While pregnancy in humans and seed development in plants look very different, parallels exist – not least that the embryo develops in close connection with the mother. In animals, a whole network of signals from the mother is known to influence embryo development. In plants, it has been clear for a while that maternal signals regulate embryo development. However, the signal itself was unknown – until now.
Plant scientists at the Institute of Science and Technology Austria (IST Austria), Central European Institute of Technology of Masaryk University (CEITEC) and the University of Freiburg have now found that a plant hormone, called auxin, from the mother is one of the signals that pattern the plant embryo. Their study was published in Nature Plants.
“Plant scientists have been trying to figure out the nature of the signal between mother and embryo for decades”, explains Jiri Friml, Professor at IST Austria and one of the corresponding authors. “We show that the mother is the source of auxin which regulates early embryo development.”
Auxin is a hormone that plays many roles in the development of plants, and has been known to regulate embryo development. By visualizing the biosynthesis of and the response to auxin, the researchers show that the maternal tissue which surrounds the embryo in the seed starts to produce more auxin after fertilization.
The authors then go on to show that this increased maternal auxin production is crucial for the embryo: when auxin production is interrupted, the embryo does not develop correctly. And it is specifically maternal auxin that plays this important role. When the researchers set up a cross between plants so that the mother does not produce auxin but the embryo does, the same defects in embryo development are seen – proving that auxin from the mother is the key developmental signal.

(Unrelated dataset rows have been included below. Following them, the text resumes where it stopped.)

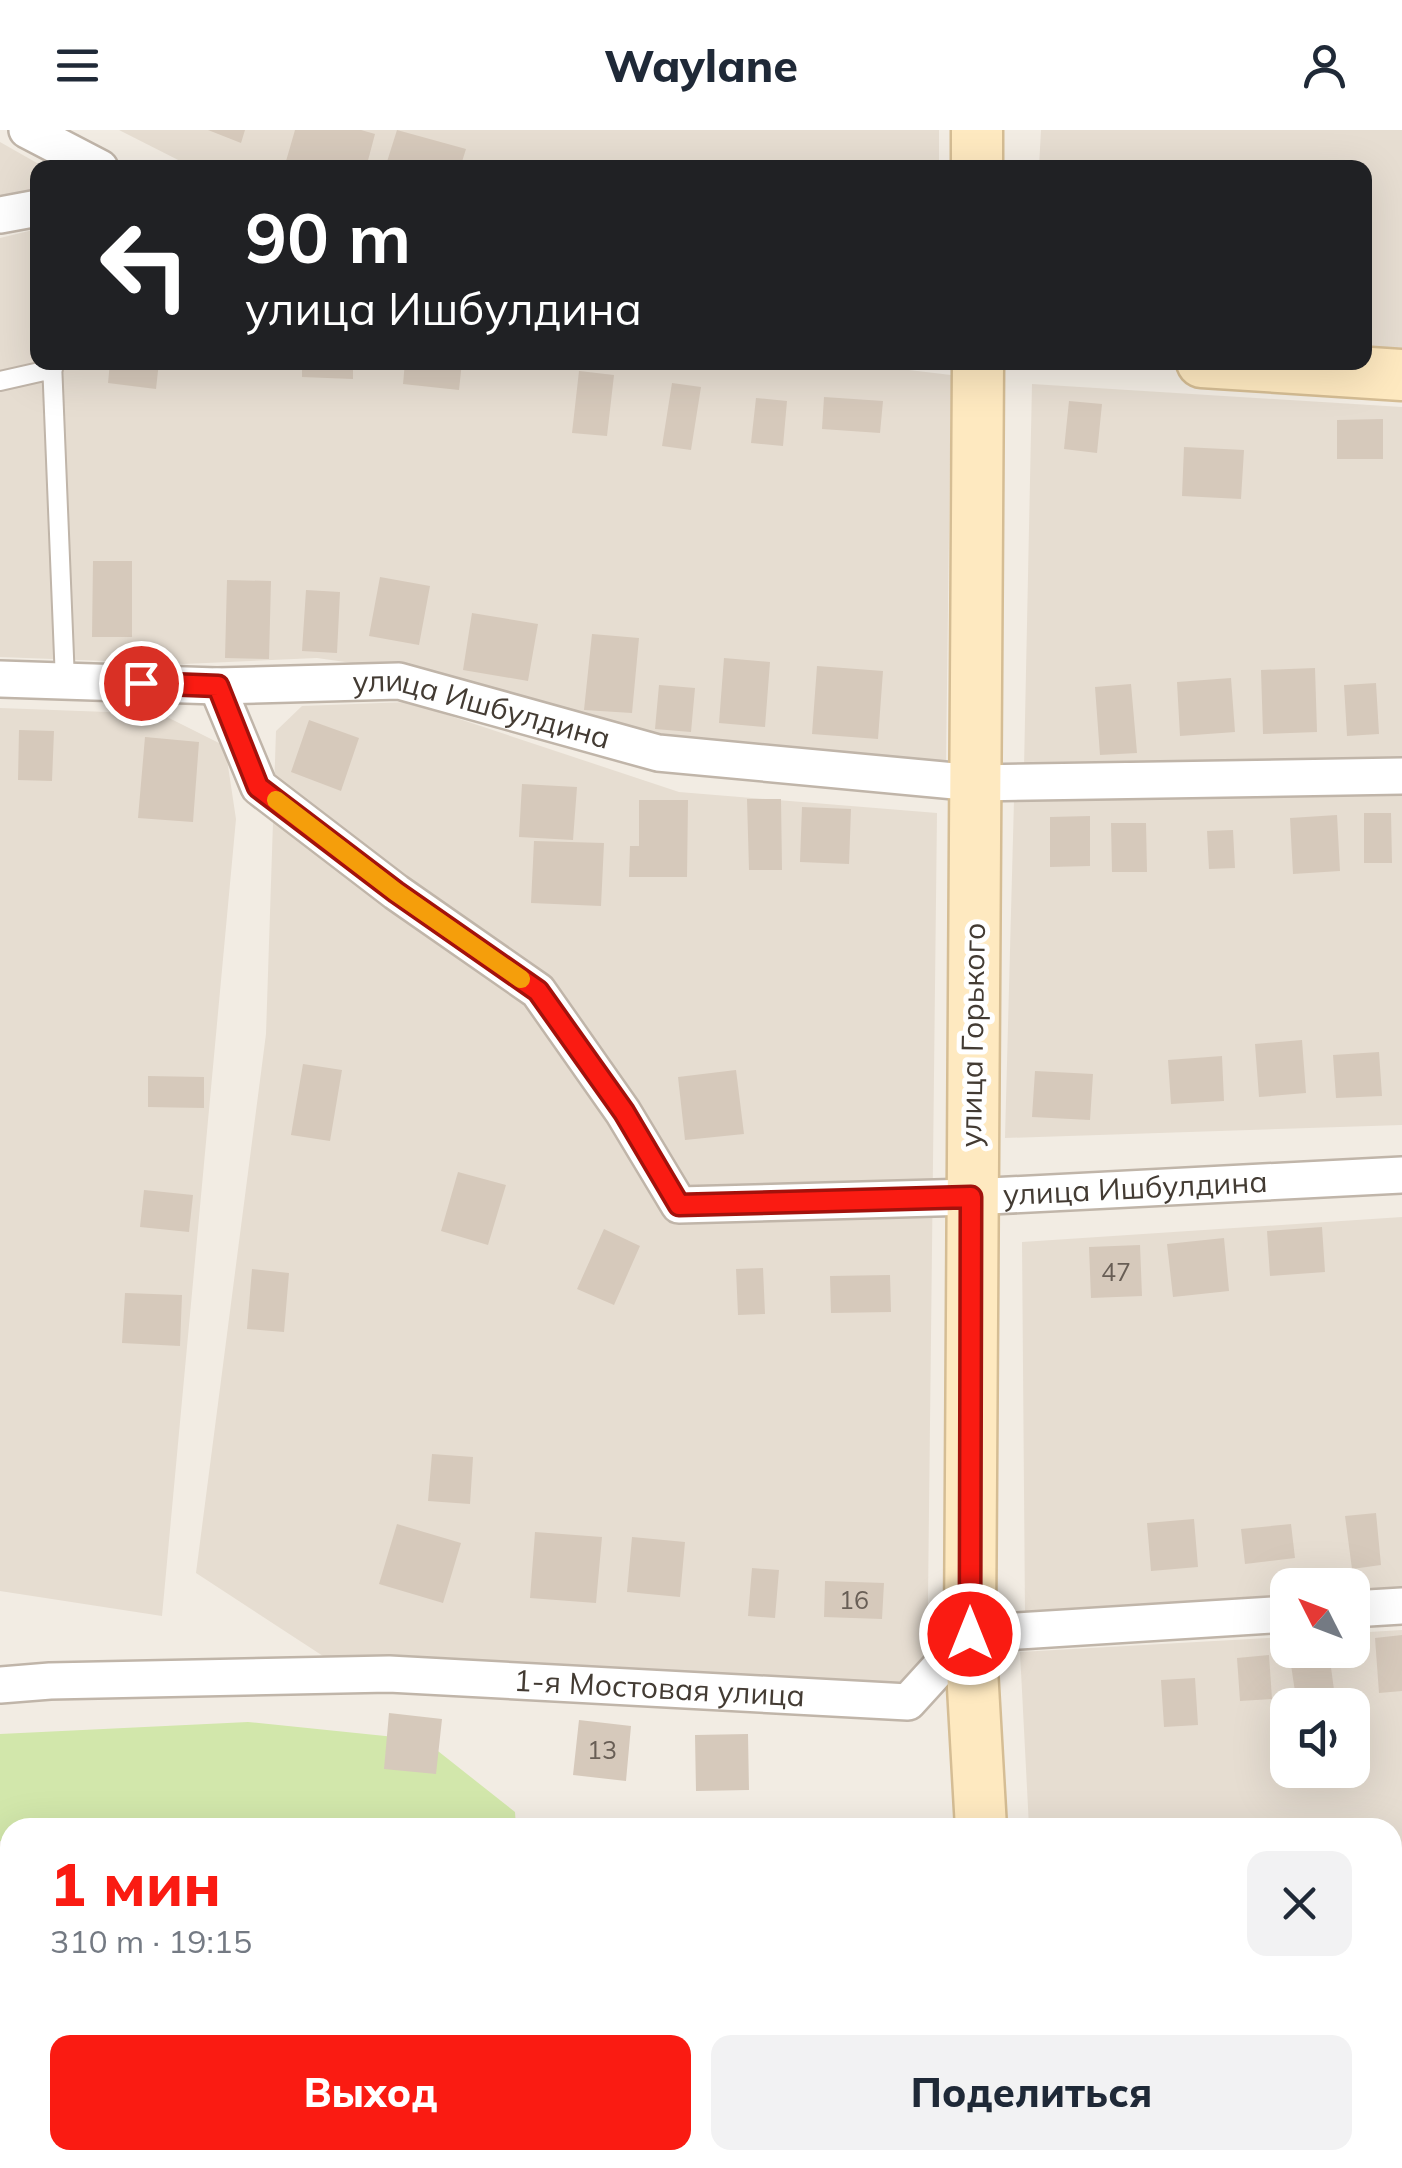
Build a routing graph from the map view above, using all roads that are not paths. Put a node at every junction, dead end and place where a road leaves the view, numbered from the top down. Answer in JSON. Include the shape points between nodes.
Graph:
{"nodes":[{"id":1,"x":27,"y":130,"type":"edge"},
{"id":2,"x":977,"y":130,"type":"edge"},
{"id":3,"x":85,"y":160,"type":"edge"},
{"id":4,"x":977,"y":160,"type":"edge"},
{"id":5,"x":30,"y":210,"type":"edge"},
{"id":6,"x":0,"y":216,"type":"edge"},
{"id":7,"x":38,"y":370,"type":"edge"},
{"id":8,"x":52,"y":370,"type":"edge"},
{"id":9,"x":978,"y":370,"type":"edge"},
{"id":10,"x":1316,"y":370,"type":"edge"},
{"id":11,"x":1402,"y":376,"type":"edge"},
{"id":12,"x":0,"y":381,"type":"edge"},
{"id":13,"x":0,"y":679,"type":"edge"},
{"id":14,"x":65,"y":680,"type":"junction"},
{"id":15,"x":218,"y":686,"type":"junction"},
{"id":16,"x":1402,"y":776,"type":"edge"},
{"id":17,"x":976,"y":783,"type":"junction"},
{"id":18,"x":1402,"y":1175,"type":"edge"},
{"id":19,"x":971,"y":1197,"type":"junction"},
{"id":20,"x":1402,"y":1606,"type":"edge"},
{"id":21,"x":1370,"y":1609,"type":"edge"},
{"id":22,"x":1270,"y":1615,"type":"edge"},
{"id":23,"x":970,"y":1634,"type":"junction"},
{"id":24,"x":0,"y":1685,"type":"edge"},
{"id":25,"x":980,"y":1818,"type":"edge"}],
"edges":[{"from":1,"to":3,"type":"street"},
{"from":2,"to":4,"type":"main road"},
{"from":5,"to":6,"type":"street"},
{"from":7,"to":12,"type":"lane"},
{"from":8,"to":14,"type":"lane"},
{"from":9,"to":17,"type":"main road","name":"улица Горького"},
{"from":10,"to":11,"type":"main road"},
{"from":13,"to":14,"type":"street","name":"улица Ишбулдина"},
{"from":14,"to":15,"type":"street","name":"улица Ишбулдина"},
{"from":15,"to":17,"type":"street","name":"улица Ишбулдина","via":[[400,681],[658,753]]},
{"from":15,"to":19,"type":"street","name":"улица Ишбулдина","via":[[258,787],[538,991],[624,1112],[679,1205]]},
{"from":16,"to":17,"type":"street","name":"улица Ишбулдина"},
{"from":17,"to":19,"type":"main road","name":"улица Горького"},
{"from":18,"to":19,"type":"street","name":"улица Ишбулдина"},
{"from":19,"to":23,"type":"main road","name":"улица Горького"},
{"from":20,"to":21,"type":"street"},
{"from":22,"to":23,"type":"street"},
{"from":23,"to":24,"type":"street","name":"1-я Мостовая улица","via":[[908,1702],[389,1674]]},
{"from":23,"to":25,"type":"main road","name":"улица Горького"}]}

However, auxin is not the only maternal signal influencing the embryo, Friml explains: “When we stop the supply of auxin from the mother to the embryo, the embryo grows abnormally, but it still manages to develop somehow. This means that there must be another, auxin-independent, signal.”
The paper is a collaboration between Jiri Friml and his group, notably Helene S. Robert, a previous Post-doc of Friml and now group leader at CEITEC Masaryk University in Brno, and the group of Thomas Laux at the University of Freiburg.